Oh wow, that’s great! The less resources Ikea consumes, the better.

However, I was referring to Craigslist “free” listings and antique shops. I suspect those will continue to win out on price or craftsmanship over most stuff Ikea sells. It’s hard to beat items that are free and/or hand-crafted from old growth hardwood.

Our house is split roughly evenly between free stuff, antiques, and ikea stuff.

I have a folding dining table from ikea. It's %&(*! heavy, surprisingly so for a small table, and is solid wood.

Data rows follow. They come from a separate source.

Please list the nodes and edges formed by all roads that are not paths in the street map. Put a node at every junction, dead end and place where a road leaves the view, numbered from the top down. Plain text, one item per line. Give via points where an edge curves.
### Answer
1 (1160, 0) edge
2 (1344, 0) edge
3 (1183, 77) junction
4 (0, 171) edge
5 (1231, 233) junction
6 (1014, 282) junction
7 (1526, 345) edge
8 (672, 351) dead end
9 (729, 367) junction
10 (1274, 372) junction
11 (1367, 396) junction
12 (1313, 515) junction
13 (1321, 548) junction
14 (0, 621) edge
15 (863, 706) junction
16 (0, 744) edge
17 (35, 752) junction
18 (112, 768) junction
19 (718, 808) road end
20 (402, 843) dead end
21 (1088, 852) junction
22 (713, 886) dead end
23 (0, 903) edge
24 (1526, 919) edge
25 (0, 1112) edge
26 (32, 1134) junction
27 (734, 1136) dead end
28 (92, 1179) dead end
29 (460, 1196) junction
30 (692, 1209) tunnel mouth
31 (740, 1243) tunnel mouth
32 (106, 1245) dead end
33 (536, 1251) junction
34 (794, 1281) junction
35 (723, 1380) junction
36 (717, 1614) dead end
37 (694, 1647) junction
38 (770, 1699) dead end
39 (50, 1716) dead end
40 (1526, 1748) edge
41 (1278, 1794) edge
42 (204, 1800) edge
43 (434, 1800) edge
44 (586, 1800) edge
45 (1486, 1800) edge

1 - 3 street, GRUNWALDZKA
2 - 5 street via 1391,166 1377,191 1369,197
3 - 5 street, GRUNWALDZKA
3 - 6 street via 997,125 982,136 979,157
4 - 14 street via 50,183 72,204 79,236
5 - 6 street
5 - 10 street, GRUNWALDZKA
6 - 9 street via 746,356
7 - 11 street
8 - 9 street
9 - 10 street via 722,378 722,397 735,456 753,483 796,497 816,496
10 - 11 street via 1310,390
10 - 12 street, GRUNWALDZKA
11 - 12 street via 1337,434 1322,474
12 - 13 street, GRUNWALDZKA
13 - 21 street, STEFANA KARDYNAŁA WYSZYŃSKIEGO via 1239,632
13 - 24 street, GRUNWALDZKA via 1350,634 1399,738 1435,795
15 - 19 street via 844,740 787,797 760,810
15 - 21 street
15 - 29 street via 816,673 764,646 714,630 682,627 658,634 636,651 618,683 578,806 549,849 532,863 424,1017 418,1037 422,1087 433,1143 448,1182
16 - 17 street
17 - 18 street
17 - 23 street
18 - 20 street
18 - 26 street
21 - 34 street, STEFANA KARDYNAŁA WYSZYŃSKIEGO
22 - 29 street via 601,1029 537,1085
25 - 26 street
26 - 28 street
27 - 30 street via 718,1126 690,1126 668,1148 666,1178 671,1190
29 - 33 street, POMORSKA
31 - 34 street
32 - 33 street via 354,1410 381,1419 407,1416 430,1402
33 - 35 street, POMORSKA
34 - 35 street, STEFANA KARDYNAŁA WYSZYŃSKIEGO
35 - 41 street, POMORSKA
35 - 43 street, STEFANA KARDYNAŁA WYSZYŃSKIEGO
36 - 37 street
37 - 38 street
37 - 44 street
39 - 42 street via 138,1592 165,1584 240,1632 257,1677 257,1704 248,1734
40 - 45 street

It has already lasted 15 years and I can see it lasting another 100.

Agreed, ikea sells some flimsy stuff, but they also sell some really solid stuff.

I'll say this, the Ikea stuff my parents had incorporated a hell of a lot more solid wood than I see today.
I can only assume people who complain about Ikea—price, assembly instructions, quality, et c.—have never experienced other flat-pack furniture, like what Wal-Mart or Target stock, which is worse on all of those measures. Or most bulky, ugly, fake-fancy big box furniture, even not flat-packed.

I can only beat them on quality-per-dollar by going used, as you note—mid-century-modern used furniture is expensive (and is what a lot of Ikea stuff is designed after) but anything earlier or later is usually very cheap.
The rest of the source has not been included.